From the entries that follow, gather each line holding the word "main".
--- Data shown Enclosed Below ---
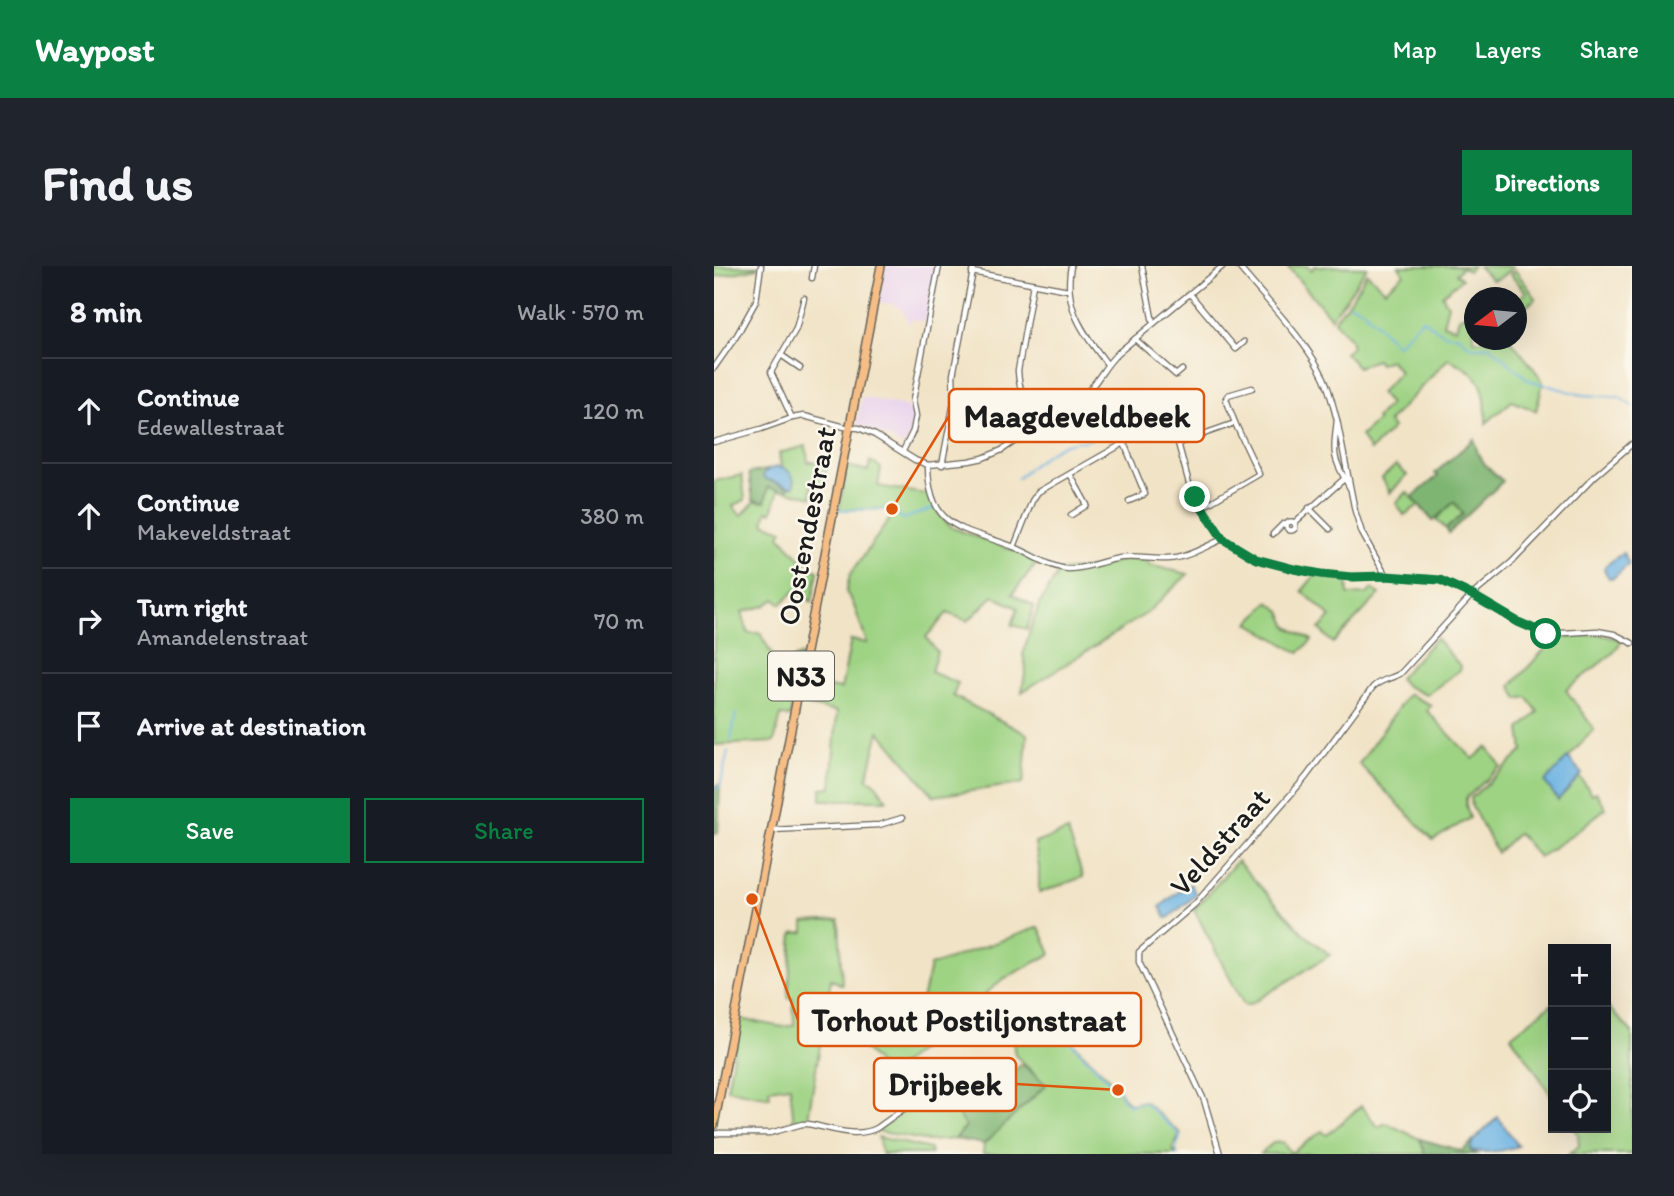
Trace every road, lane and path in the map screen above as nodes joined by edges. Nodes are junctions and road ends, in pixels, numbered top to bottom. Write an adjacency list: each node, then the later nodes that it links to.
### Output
1 (761, 266): 21 (street)
2 (814, 266): 11 (street)
3 (881, 266): 29 (main road, Oostendestraat / N33)
4 (939, 266): 32 (street)
5 (974, 266): 10 (street)
6 (1071, 266): 13 (street)
7 (1142, 266): 16 (street)
8 (1223, 266): 14 (street)
9 (1238, 266): 26 (street)
10 (972, 272): 12 (street); 34 (street)
11 (812, 278)
12 (1033, 284): 13 (street); 28 (street)
13 (1069, 290): 20 (street)
14 (1190, 293): 16 (street); 18 (street)
15 (804, 298): 19 (street)
16 (1153, 323): 17 (street)
17 (1135, 339): 20 (street); 23 (street)
18 (1244, 342)
19 (780, 355): 22 (street); 25 (street)
20 (1107, 364): 28 (street)
21 (714, 368)
22 (800, 368)
23 (1182, 370)
24 (1252, 388): 27 (street)
25 (792, 418): 29 (street); 30 (street)
26 (1337, 420): 36 (street); 37 (street)
27 (1235, 423): 39 (street); 39 (street)
28 (1038, 425): 34 (street)
29 (849, 428): 32 (street); 50 (main road, Oostendestraat / N33)
30 (714, 442)
31 (1632, 443): 47 (street)
32 (902, 451): 33 (street)
33 (928, 465): 34 (street); 45 (street)
34 (942, 465)
35 (1070, 474): 38 (street); 41 (street); 45 (street)
36 (1344, 479): 37 (street); 40 (street)
37 (1350, 488): 46 (street)
38 (1129, 501)
39 (1201, 508): 44 (street)
40 (1309, 508): 42 (street); 43 (street)
41 (1071, 515)
42 (1330, 529)
43 (1273, 534)
44 (1223, 539): 45 (street); 46 (street)
45 (1014, 547)
46 (1386, 576): 47 (street)
47 (1472, 595): 48 (street); 54 (street, Veldstraat)
48 (1632, 643)
49 (902, 818): 50 (street)
50 (771, 830): 52 (main road, Oostendestraat / N33)
51 (927, 1092): 53 (street)
52 (714, 1125)
53 (714, 1134)
54 (1220, 1154)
--- End of Enclosed Data shown ---
**Written answer:**
3 (881, 266): 29 (main road, Oostendestraat / N33)
29 (849, 428): 32 (street); 50 (main road, Oostendestraat / N33)
50 (771, 830): 52 (main road, Oostendestraat / N33)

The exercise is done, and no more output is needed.